AUTHOR=Higy Bertrand , Mereta Alessio , Metta Giorgio , Badino Leonardo
TITLE=Speech Recognition for the iCub Platform
JOURNAL=Frontiers in Robotics and AI
VOLUME=5
YEAR=2018
URL=https://www.frontiersin.org/journals/robotics-and-ai/articles/10.3389/frobt.2018.00010
DOI=10.3389/frobt.2018.00010
ISSN=2296-9144
ABSTRACT=
This paper describes open source software (available at https://github.com/robotology/natural-speech) to build automatic speech recognition (ASR) systems and run them within the YARP platform.
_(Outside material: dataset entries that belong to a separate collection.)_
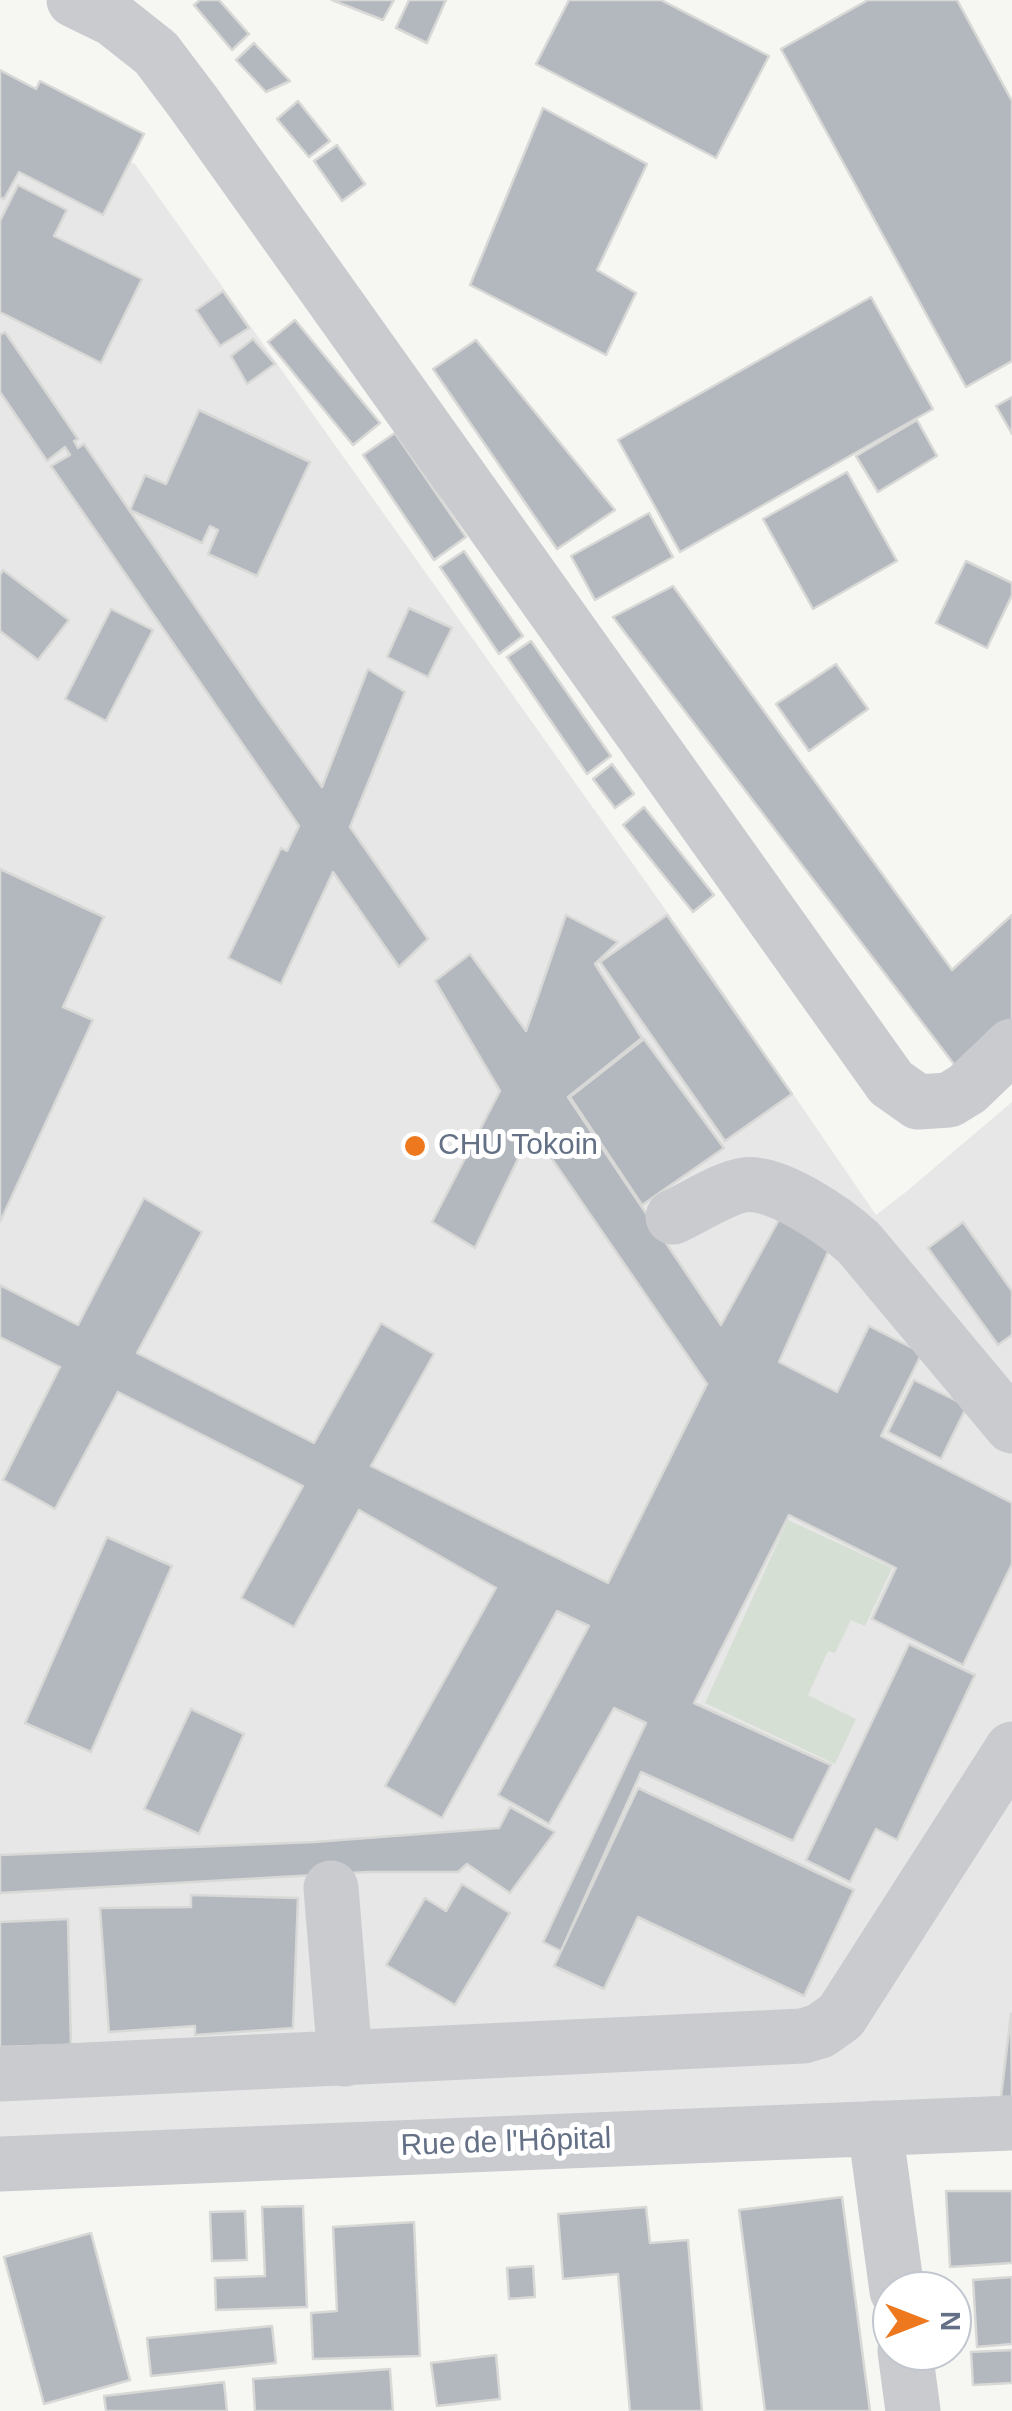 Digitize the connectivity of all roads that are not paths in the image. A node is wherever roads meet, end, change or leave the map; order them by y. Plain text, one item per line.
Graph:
1 (74, 0) edge
2 (1012, 1046) edge
3 (673, 1217) dead end
4 (1012, 1426) edge
5 (1012, 1749) edge
6 (330, 1888) dead end
7 (345, 2059) junction
8 (0, 2074) edge
9 (1012, 2122) edge
10 (875, 2128) junction
11 (0, 2164) edge
12 (894, 2271) edge
13 (908, 2371) edge
14 (913, 2411) edge

1 - 2 street
3 - 4 street
5 - 7 street
6 - 7 street
7 - 8 street
9 - 10 street, Rue de l'Hôpital
10 - 11 street, Rue de l'Hôpital
10 - 12 street
13 - 14 street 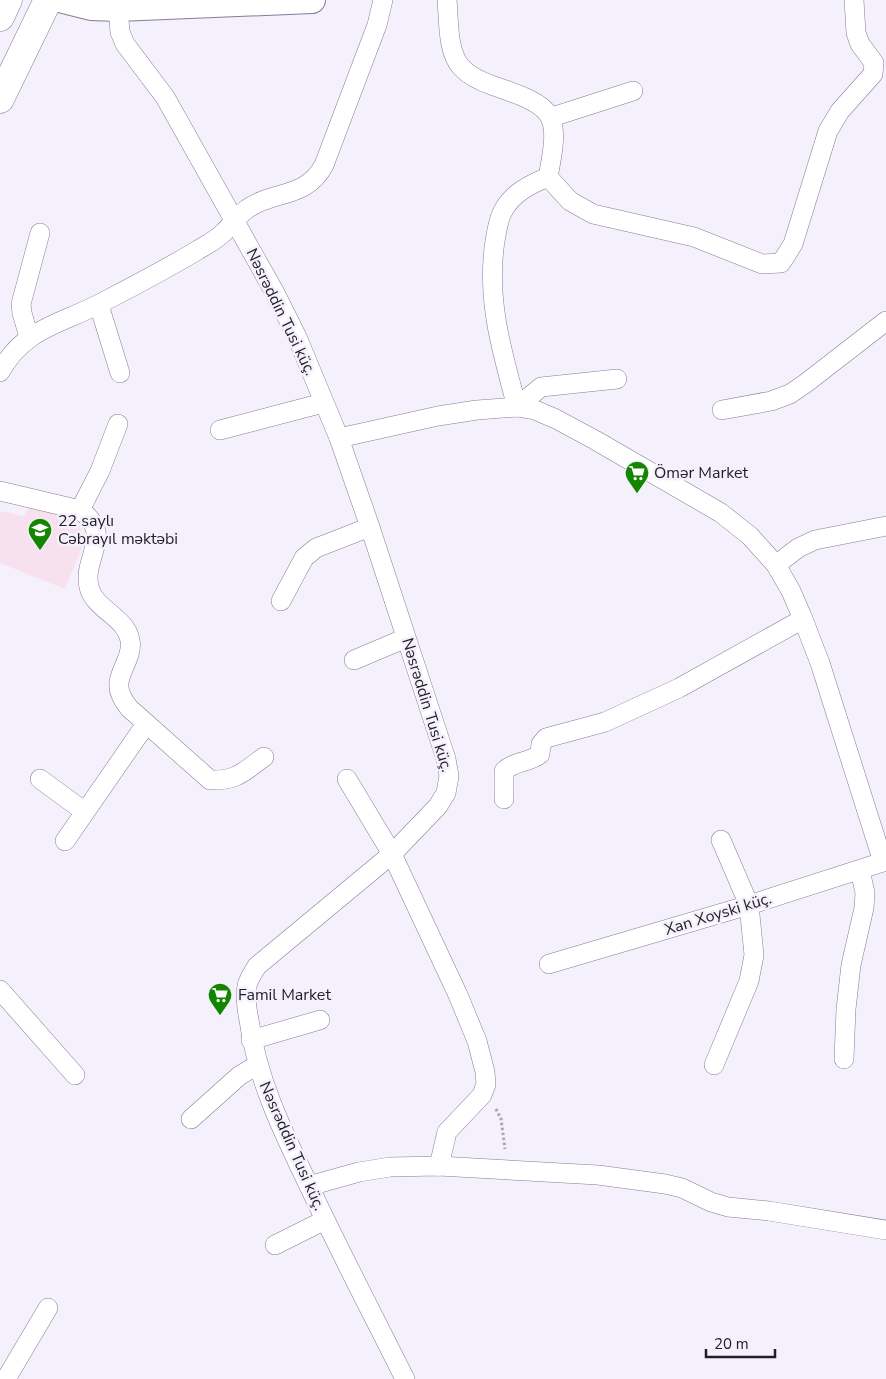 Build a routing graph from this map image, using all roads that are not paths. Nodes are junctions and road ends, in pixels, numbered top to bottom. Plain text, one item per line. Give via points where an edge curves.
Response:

The toolkit is designed (i) to allow non-ASR experts to easily create their own ASR system and run it on iCub and (ii) to build deep learning-based models specifically addressing the main challenges an ASR system faces in the context of verbal human–iCub interactions. The toolkit mostly consists of Python, C++ code and shell scripts integrated in YARP. As additional contribution, a second codebase (written in Matlab) is provided for more expert ASR users who want to experiment with bio-inspired and developmental learning-inspired ASR systems. Specifically, we provide code for two distinct kinds of speech recognition: “articulatory” and “unsupervised” speech recognition. The first is largely inspired by influential neurobiological theories of speech perception which assume speech perception to be mediated by brain motor cortex activities. Our articulatory systems have been shown to outperform strong deep learning-based baselines. The second type of recognition systems, the “unsupervised” systems, do not use any supervised information (contrary to most ASR systems, including our articulatory systems). To some extent, they mimic an infant who has to discover the basic speech units of a language by herself. In addition, we provide resources consisting of pre-trained deep learning models for ASR, and a 2.5-h speech dataset of spoken commands, the VoCub dataset, which can be used to adapt an ASR system to the typical acoustic environments in which iCub operates.